Over 25 shooters together with 6 non shooters completed the SAMS research assessments held at Cheadle Village Hall over the weekend of 2/3 December 2017 as part of an extensive research programme being run in conjunction with Ulster University and the Edith Cowan University Alzheimer’s Research Unit in Western Australia.

The purpose of the study is to determine whether shooting has benefits for health. Does the actual act of firing at a target result in a positive effect for health? Actually, firing a shot, results in little if any physical exercise but the research will examine whether participation in shooting improves concentration, refines memory skills and helps curb the effects of stress.

Early results suggest that target shooting does indeed exercise the ‘Working Memory Capacity’, which is the brain function that co-ordinates memory and concentration and allows us to do more than one thing at once.


Results also show that shooters have a lower than normal level of anxiety and depression. Data are now being collected to see if shooters also have a higher resistance to the effects of stress and a better ability to respond positively when the going gets tough!

This northwest event was very kindly hosted by Paul Holdstock and Mike Lappin of Cheadle Rifle Cub and organised by Mike Arnstein (NSRA Board Member/Cheshire & North Wales County Secretary). Thanks also to Paul Duxbury (formerly of Wigan) and Peter Jones who helped with the event registration website.

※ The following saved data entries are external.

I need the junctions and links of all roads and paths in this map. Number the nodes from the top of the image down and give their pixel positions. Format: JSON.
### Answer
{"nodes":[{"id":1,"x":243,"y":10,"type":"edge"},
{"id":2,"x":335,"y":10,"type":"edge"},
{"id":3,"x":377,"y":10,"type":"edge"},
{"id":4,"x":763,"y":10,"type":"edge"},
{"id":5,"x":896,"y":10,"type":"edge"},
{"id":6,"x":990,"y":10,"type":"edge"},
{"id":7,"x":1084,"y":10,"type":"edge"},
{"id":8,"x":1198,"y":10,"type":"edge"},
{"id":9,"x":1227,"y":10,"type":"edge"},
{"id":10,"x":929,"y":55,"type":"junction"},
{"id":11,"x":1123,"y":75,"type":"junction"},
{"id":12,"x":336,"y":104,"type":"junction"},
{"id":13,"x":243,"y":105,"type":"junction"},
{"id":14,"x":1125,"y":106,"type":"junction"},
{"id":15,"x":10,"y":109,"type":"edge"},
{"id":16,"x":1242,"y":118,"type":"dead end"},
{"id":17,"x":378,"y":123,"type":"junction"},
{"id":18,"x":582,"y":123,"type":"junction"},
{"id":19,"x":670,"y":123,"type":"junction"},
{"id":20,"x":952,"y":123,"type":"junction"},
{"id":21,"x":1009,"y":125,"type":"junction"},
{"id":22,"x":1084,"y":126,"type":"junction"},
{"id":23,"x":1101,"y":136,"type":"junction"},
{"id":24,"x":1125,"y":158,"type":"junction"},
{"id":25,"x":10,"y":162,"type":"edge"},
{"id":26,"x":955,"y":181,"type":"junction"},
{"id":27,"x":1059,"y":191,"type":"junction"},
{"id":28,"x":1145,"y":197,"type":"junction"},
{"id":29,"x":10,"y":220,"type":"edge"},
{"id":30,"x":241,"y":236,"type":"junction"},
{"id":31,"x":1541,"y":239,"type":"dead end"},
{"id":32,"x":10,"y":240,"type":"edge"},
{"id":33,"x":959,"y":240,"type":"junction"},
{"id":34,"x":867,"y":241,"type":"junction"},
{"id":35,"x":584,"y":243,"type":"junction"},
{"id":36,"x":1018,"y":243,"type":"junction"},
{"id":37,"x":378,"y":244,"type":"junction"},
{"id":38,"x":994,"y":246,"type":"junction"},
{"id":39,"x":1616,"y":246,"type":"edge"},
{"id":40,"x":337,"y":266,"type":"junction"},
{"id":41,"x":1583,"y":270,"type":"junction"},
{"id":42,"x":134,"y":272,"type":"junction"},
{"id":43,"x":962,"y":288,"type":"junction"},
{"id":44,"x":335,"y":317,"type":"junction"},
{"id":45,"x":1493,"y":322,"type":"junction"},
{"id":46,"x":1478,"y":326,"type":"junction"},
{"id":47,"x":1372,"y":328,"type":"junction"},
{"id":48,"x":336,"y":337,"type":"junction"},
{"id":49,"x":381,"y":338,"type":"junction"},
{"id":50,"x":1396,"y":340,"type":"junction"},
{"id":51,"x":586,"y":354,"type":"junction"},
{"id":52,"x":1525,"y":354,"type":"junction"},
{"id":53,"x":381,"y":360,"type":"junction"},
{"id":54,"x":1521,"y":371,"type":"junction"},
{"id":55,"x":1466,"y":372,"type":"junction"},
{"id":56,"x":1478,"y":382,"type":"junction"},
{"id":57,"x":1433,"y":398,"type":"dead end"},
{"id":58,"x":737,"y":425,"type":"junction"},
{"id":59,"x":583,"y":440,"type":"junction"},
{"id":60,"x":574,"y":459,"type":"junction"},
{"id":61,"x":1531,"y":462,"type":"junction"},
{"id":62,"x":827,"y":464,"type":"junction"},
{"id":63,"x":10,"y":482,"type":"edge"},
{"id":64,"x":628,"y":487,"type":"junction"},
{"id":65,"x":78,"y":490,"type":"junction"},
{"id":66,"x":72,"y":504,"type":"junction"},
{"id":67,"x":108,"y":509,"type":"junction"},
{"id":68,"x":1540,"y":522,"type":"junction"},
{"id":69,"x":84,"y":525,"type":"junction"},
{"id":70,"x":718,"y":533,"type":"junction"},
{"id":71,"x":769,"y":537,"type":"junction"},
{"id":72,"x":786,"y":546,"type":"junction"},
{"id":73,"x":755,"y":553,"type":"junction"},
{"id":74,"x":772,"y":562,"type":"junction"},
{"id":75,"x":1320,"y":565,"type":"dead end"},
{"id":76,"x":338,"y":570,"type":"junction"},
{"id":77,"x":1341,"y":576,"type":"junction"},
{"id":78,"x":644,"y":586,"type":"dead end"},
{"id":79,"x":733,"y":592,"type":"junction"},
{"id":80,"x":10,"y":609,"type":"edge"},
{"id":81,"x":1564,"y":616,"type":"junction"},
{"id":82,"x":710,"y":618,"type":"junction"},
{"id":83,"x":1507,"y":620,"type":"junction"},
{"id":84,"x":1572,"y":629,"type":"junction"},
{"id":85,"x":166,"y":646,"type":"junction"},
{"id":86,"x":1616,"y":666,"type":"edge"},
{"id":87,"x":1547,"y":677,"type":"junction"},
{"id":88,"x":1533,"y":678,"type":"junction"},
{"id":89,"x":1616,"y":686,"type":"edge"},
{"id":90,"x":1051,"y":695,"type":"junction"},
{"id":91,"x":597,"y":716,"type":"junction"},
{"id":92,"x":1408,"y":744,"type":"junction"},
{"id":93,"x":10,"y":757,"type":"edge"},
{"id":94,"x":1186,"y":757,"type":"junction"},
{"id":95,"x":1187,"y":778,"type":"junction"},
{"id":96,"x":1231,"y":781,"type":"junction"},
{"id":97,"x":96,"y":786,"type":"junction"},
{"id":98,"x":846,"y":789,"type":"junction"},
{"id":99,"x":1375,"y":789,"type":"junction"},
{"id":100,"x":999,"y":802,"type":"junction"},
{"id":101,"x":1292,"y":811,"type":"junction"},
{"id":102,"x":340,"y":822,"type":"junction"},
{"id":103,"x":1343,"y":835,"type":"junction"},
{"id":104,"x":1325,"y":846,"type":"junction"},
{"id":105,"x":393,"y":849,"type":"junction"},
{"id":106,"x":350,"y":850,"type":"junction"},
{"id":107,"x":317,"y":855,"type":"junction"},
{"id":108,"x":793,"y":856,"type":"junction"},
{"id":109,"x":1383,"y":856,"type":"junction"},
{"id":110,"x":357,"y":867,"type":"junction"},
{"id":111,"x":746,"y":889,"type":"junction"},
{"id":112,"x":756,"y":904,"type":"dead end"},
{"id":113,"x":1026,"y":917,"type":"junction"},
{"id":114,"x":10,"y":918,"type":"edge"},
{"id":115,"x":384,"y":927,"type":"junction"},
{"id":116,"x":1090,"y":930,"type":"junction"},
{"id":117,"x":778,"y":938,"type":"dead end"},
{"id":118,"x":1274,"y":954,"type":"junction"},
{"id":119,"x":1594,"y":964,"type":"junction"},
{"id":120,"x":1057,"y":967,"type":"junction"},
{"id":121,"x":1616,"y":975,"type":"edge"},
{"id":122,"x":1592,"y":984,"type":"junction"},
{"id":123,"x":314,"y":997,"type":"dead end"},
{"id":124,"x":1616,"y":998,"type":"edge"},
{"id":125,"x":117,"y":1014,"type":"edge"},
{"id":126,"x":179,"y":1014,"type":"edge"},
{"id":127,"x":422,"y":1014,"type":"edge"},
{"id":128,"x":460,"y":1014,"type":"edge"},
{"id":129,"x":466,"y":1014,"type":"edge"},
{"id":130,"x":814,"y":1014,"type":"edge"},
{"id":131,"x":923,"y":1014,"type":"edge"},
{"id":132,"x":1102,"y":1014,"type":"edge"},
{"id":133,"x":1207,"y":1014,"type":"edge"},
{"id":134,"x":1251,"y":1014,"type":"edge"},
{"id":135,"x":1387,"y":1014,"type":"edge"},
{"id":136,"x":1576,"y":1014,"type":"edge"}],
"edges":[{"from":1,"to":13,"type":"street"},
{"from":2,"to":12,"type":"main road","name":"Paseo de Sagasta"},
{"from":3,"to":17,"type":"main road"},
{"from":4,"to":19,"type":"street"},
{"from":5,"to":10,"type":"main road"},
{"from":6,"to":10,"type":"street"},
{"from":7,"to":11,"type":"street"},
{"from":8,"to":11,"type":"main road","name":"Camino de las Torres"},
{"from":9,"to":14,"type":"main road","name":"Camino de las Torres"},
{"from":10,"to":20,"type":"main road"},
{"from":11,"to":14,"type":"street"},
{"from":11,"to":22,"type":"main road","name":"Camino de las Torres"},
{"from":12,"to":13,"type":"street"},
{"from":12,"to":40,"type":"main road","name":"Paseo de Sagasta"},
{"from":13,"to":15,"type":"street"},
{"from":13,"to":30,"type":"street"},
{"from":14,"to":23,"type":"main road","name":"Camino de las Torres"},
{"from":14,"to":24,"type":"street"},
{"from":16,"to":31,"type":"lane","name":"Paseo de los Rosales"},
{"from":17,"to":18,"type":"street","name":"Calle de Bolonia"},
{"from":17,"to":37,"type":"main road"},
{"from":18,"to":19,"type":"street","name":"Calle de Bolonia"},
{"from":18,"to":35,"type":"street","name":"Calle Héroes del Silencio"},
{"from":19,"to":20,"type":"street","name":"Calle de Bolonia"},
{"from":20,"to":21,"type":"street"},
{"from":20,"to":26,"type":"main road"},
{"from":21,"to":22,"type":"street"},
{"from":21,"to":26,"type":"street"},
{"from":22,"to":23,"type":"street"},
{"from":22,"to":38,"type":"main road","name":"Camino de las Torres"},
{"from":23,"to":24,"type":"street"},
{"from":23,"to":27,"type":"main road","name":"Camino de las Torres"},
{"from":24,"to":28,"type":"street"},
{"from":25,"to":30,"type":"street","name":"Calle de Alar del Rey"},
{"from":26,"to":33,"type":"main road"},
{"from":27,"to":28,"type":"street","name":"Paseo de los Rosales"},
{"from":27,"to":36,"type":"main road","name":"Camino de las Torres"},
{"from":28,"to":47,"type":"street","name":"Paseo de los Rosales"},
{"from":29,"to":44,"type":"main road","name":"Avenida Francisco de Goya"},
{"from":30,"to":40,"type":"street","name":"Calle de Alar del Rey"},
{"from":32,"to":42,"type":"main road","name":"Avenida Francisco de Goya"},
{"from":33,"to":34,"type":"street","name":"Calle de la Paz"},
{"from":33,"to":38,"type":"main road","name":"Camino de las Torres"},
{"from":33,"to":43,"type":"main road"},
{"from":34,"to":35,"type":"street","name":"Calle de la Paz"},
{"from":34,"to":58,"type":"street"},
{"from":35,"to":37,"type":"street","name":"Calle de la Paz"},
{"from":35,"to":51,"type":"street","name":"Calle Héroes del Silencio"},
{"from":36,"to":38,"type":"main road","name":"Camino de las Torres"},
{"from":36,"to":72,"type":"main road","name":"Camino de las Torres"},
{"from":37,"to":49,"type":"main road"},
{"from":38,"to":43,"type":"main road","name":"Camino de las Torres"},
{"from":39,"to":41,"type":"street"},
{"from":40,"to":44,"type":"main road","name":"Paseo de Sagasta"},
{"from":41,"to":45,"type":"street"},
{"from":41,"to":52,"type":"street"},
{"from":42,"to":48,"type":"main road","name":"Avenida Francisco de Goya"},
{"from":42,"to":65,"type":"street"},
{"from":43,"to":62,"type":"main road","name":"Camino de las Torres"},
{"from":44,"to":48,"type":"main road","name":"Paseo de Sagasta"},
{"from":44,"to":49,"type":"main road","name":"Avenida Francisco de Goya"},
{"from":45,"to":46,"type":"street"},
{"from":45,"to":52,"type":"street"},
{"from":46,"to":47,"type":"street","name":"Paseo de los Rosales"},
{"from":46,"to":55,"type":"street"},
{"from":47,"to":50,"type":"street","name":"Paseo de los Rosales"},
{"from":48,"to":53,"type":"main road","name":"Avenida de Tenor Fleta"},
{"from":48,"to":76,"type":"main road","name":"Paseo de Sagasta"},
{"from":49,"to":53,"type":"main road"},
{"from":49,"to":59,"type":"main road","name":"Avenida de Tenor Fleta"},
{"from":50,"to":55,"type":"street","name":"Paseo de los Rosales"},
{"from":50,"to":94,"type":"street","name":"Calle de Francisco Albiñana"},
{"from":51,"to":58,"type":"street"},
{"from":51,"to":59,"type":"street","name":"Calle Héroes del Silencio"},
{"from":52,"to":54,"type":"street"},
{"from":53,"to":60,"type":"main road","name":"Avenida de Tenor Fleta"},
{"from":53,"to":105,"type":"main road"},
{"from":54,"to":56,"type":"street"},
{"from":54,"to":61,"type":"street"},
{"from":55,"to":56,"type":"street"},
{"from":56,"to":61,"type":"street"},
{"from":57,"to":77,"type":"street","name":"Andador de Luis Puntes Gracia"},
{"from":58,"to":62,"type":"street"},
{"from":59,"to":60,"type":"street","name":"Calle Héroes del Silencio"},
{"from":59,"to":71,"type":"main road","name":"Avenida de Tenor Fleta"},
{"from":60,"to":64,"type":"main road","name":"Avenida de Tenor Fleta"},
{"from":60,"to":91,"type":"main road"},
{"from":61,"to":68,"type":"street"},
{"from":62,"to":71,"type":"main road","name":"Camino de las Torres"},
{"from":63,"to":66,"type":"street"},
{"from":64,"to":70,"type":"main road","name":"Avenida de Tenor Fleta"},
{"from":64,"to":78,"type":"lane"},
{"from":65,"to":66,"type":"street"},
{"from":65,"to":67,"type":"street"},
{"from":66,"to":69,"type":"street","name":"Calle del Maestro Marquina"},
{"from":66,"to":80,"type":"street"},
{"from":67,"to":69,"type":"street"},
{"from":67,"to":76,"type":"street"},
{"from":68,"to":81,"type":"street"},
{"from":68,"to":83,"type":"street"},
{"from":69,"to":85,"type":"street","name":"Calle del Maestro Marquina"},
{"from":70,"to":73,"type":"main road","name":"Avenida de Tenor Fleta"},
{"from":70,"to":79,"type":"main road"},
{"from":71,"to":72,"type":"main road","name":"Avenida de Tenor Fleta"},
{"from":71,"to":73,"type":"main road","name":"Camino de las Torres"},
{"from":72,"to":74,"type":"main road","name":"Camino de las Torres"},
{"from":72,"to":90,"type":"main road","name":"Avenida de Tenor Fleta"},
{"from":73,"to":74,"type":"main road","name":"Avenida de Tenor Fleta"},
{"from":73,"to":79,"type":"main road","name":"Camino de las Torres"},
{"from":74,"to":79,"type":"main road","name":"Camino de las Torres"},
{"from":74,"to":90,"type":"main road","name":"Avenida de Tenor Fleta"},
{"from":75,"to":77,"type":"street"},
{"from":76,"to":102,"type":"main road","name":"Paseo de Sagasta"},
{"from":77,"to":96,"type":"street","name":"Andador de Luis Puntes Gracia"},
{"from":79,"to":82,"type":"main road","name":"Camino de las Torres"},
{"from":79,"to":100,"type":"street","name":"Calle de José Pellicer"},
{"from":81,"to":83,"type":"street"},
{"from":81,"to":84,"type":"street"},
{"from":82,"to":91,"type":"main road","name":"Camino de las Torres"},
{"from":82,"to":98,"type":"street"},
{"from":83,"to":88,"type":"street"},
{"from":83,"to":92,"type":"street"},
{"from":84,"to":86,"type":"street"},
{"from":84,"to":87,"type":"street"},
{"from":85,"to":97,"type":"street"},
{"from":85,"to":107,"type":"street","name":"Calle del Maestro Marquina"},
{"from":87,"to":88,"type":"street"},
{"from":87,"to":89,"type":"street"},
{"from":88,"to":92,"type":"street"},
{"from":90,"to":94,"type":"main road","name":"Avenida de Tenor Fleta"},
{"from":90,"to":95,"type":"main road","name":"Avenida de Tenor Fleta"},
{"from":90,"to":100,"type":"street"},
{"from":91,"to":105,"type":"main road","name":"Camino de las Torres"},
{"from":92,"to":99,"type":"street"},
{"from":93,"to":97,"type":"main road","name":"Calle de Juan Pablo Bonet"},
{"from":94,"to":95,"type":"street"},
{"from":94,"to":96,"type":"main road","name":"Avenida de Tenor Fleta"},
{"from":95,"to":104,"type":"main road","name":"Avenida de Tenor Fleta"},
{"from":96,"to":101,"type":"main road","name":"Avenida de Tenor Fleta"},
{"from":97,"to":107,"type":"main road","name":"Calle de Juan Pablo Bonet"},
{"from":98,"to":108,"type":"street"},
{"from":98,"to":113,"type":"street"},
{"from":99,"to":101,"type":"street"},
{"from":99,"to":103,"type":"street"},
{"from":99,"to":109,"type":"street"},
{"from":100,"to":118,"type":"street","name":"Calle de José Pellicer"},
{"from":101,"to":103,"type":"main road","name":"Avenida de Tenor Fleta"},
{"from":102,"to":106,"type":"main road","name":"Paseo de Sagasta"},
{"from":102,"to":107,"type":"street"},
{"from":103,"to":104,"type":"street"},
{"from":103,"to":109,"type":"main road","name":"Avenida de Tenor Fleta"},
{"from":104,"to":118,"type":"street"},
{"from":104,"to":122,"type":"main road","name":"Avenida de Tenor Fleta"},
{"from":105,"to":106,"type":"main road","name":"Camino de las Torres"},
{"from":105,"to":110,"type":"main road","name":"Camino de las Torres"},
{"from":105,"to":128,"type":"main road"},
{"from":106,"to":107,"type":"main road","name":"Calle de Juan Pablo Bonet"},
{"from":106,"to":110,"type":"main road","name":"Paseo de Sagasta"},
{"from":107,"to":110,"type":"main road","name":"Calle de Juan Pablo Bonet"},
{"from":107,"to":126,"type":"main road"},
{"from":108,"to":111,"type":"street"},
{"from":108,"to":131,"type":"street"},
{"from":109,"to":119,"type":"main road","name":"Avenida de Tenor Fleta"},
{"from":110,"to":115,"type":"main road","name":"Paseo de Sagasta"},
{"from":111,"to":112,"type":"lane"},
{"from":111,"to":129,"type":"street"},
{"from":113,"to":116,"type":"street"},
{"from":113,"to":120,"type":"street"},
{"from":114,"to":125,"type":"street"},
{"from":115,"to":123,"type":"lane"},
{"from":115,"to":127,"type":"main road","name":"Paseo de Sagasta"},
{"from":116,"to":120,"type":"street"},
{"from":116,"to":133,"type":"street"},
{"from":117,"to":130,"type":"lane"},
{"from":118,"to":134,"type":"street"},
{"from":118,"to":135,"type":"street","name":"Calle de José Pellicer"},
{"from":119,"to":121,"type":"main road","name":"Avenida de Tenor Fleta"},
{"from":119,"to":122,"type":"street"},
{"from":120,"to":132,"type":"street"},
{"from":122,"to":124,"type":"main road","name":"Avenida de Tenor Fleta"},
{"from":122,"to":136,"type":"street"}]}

Further sessions will be held around the UK over the coming months but initially, in 2018, we will be looking into the effect of target shooting in young people. We will be looking to see if there is evidence to support the plentiful anecdotal evidence that target shooting improves concentration and memory, behaviour, and self-discipline in the young. We will also be examining the observations that shooting helps children with dyslexia, autism and ADHD.


Shooting may turn out to be an amazing sport!